» **WORK REQUEST**:
Beneath this task are records; state how many of their lines hold the word "Дамбовая", and nothing else.
**** DATA FOR PROCESSING
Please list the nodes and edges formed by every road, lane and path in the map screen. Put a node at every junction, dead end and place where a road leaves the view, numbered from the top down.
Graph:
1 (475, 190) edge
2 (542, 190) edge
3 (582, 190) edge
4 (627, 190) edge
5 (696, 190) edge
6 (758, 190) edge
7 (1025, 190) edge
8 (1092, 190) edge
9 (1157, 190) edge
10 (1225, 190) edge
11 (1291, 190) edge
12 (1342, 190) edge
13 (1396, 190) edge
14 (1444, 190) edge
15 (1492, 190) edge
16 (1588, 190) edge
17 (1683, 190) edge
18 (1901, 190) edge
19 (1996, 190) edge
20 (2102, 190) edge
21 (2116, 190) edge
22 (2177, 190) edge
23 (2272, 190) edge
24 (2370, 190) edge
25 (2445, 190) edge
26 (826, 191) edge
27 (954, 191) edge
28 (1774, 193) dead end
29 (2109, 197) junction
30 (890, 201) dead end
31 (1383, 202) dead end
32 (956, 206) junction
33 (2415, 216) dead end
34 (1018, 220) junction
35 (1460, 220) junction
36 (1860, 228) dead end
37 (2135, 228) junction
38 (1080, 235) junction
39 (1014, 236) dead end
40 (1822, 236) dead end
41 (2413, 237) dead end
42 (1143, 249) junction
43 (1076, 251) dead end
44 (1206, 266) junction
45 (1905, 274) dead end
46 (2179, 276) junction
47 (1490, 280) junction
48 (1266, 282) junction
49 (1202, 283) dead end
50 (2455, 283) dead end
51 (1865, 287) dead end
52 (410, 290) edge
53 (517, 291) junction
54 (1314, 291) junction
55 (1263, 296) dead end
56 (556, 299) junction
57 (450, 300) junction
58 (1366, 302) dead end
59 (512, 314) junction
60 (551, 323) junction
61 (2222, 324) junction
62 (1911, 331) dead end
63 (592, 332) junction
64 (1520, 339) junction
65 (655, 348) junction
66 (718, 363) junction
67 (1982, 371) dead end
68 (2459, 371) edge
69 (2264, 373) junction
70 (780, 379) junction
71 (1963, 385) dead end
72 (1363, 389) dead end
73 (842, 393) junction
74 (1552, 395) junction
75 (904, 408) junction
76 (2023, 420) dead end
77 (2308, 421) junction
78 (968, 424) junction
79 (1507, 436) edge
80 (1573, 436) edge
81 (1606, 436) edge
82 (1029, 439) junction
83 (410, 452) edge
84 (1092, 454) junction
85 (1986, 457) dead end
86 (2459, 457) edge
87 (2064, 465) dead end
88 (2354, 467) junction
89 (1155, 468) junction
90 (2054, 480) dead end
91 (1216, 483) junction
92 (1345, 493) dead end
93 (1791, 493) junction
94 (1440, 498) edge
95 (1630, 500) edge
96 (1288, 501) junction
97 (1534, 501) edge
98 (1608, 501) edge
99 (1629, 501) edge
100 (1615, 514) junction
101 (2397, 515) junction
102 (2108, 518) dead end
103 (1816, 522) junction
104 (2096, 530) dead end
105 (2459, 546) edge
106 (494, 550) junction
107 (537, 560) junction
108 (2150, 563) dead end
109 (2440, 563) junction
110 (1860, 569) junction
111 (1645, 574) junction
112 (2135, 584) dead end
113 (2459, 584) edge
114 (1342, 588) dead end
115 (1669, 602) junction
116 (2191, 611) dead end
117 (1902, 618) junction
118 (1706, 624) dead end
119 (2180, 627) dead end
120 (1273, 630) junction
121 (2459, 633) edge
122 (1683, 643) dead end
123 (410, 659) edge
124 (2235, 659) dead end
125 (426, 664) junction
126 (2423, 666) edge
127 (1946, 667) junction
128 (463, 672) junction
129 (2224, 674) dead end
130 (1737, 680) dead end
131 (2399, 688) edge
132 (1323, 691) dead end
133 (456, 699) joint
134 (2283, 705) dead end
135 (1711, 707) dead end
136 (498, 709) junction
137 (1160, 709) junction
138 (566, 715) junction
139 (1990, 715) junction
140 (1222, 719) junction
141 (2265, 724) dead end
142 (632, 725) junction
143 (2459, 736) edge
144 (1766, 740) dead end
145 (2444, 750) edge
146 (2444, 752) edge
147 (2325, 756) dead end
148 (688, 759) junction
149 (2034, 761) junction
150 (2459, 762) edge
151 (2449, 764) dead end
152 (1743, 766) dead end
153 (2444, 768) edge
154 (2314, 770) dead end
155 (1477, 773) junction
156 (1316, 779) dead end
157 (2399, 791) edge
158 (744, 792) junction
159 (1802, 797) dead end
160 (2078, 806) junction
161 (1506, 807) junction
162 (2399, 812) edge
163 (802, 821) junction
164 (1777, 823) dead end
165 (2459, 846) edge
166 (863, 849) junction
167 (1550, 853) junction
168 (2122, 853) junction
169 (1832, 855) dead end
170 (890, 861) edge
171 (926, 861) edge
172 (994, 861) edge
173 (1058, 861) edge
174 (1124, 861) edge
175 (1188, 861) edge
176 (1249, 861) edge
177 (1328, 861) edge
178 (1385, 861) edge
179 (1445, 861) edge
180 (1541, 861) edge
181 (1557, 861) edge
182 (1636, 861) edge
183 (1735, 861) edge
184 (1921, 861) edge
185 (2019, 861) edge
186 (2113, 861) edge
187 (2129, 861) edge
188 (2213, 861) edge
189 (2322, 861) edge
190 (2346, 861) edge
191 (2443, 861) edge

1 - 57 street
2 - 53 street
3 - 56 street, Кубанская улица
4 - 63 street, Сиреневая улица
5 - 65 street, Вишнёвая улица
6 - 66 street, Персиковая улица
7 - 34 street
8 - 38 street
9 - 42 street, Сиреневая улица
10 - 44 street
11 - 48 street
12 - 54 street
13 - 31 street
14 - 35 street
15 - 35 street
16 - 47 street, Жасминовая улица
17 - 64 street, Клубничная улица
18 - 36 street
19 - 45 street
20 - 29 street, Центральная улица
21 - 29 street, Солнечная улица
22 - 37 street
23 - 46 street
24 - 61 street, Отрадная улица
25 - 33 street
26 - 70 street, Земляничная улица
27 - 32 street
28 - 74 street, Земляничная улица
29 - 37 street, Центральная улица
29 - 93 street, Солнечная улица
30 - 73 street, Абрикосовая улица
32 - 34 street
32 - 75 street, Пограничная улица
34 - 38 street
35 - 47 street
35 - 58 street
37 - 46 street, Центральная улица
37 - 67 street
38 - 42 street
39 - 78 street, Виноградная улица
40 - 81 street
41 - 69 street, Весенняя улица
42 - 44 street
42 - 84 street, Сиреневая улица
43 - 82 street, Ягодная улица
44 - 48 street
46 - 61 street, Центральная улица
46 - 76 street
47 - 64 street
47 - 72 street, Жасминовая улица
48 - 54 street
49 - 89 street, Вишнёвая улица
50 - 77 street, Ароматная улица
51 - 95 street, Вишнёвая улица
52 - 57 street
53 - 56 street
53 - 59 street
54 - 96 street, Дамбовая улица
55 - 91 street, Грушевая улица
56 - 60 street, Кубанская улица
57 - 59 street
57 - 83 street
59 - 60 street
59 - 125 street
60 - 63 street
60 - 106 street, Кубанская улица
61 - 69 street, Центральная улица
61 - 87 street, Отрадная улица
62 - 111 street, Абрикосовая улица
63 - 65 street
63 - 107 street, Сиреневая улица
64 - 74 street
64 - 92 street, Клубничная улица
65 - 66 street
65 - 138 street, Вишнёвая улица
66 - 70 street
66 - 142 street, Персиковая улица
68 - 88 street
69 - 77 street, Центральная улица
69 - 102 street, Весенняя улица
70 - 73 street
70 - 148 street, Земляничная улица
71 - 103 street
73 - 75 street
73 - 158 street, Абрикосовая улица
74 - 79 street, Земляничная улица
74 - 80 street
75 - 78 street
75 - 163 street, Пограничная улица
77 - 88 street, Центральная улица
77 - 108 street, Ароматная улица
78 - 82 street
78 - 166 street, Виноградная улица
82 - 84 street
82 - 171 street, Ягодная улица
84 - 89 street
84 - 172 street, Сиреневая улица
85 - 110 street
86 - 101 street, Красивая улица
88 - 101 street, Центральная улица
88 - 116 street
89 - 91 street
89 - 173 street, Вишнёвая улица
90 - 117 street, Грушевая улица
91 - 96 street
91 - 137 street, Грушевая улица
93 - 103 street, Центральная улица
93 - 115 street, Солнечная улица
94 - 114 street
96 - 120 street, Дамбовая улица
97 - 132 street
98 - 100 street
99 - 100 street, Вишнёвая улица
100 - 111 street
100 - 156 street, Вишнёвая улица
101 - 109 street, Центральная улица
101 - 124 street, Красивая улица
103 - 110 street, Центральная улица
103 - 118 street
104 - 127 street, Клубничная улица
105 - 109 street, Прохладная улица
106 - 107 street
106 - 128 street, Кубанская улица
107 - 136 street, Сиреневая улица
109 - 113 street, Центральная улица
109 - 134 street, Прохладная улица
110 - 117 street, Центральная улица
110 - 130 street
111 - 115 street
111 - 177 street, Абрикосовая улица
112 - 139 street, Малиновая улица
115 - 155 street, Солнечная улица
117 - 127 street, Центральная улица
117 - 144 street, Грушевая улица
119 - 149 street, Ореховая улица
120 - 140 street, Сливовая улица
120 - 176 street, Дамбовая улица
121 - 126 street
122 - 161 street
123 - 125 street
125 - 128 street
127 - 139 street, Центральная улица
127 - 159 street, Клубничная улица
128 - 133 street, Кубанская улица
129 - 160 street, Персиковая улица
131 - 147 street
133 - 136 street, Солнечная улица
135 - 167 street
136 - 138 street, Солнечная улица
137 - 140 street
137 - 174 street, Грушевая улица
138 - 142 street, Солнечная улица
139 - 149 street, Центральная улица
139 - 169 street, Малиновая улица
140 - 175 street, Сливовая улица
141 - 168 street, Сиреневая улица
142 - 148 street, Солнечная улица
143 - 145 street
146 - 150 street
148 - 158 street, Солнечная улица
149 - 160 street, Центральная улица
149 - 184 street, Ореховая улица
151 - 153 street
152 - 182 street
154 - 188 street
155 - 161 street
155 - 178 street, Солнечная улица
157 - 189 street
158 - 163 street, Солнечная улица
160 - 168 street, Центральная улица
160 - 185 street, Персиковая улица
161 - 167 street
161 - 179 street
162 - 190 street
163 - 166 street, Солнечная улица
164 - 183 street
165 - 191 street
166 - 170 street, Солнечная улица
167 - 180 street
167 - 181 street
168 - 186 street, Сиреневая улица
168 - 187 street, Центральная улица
********
» **EXPECTED ANSWER**:
3